* _WHAT IS NEEDED_: Could you reproduce all of these records exactly?
[[ RECORDED DATA open ]]
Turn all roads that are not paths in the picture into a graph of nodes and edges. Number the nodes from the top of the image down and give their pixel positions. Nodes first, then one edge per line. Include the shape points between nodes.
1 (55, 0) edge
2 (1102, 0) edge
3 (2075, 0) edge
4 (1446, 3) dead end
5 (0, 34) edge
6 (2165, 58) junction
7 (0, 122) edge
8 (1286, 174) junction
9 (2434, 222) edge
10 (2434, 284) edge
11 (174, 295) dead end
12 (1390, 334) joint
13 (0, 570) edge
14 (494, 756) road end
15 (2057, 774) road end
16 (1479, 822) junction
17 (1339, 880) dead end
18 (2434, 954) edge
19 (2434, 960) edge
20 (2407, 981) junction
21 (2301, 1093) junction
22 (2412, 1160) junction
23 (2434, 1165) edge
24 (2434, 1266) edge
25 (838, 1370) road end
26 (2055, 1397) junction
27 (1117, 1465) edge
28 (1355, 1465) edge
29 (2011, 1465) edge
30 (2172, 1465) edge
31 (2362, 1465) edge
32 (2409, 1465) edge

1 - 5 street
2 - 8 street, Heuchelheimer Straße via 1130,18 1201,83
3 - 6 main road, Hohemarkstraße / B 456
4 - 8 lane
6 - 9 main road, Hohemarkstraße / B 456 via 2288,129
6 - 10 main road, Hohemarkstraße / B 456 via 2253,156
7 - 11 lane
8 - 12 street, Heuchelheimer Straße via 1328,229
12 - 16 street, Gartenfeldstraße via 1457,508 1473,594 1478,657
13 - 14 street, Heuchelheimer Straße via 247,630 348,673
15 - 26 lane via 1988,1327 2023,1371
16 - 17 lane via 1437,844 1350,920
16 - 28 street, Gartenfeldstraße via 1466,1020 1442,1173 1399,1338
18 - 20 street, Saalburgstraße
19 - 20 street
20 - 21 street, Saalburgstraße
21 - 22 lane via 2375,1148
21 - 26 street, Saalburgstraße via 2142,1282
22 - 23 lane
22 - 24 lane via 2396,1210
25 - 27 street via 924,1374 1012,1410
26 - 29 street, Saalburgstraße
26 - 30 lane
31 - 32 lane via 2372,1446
[[ RECORDED DATA closed ]]
* _YOUR RESPONSE_:
Turn all roads that are not paths in the picture into a graph of nodes and edges. Number the nodes from the top of the image down and give their pixel positions. Nodes first, then one edge per line. Include the shape points between nodes.
1 (55, 0) edge
2 (1102, 0) edge
3 (2075, 0) edge
4 (1446, 3) dead end
5 (0, 34) edge
6 (2165, 58) junction
7 (0, 122) edge
8 (1286, 174) junction
9 (2434, 222) edge
10 (2434, 284) edge
11 (174, 295) dead end
12 (1390, 334) joint
13 (0, 570) edge
14 (494, 756) road end
15 (2057, 774) road end
16 (1479, 822) junction
17 (1339, 880) dead end
18 (2434, 954) edge
19 (2434, 960) edge
20 (2407, 981) junction
21 (2301, 1093) junction
22 (2412, 1160) junction
23 (2434, 1165) edge
24 (2434, 1266) edge
25 (838, 1370) road end
26 (2055, 1397) junction
27 (1117, 1465) edge
28 (1355, 1465) edge
29 (2011, 1465) edge
30 (2172, 1465) edge
31 (2362, 1465) edge
32 (2409, 1465) edge

1 - 5 street
2 - 8 street, Heuchelheimer Straße via 1130,18 1201,83
3 - 6 main road, Hohemarkstraße / B 456
4 - 8 lane
6 - 9 main road, Hohemarkstraße / B 456 via 2288,129
6 - 10 main road, Hohemarkstraße / B 456 via 2253,156
7 - 11 lane
8 - 12 street, Heuchelheimer Straße via 1328,229
12 - 16 street, Gartenfeldstraße via 1457,508 1473,594 1478,657
13 - 14 street, Heuchelheimer Straße via 247,630 348,673
15 - 26 lane via 1988,1327 2023,1371
16 - 17 lane via 1437,844 1350,920
16 - 28 street, Gartenfeldstraße via 1466,1020 1442,1173 1399,1338
18 - 20 street, Saalburgstraße
19 - 20 street
20 - 21 street, Saalburgstraße
21 - 22 lane via 2375,1148
21 - 26 street, Saalburgstraße via 2142,1282
22 - 23 lane
22 - 24 lane via 2396,1210
25 - 27 street via 924,1374 1012,1410
26 - 29 street, Saalburgstraße
26 - 30 lane
31 - 32 lane via 2372,1446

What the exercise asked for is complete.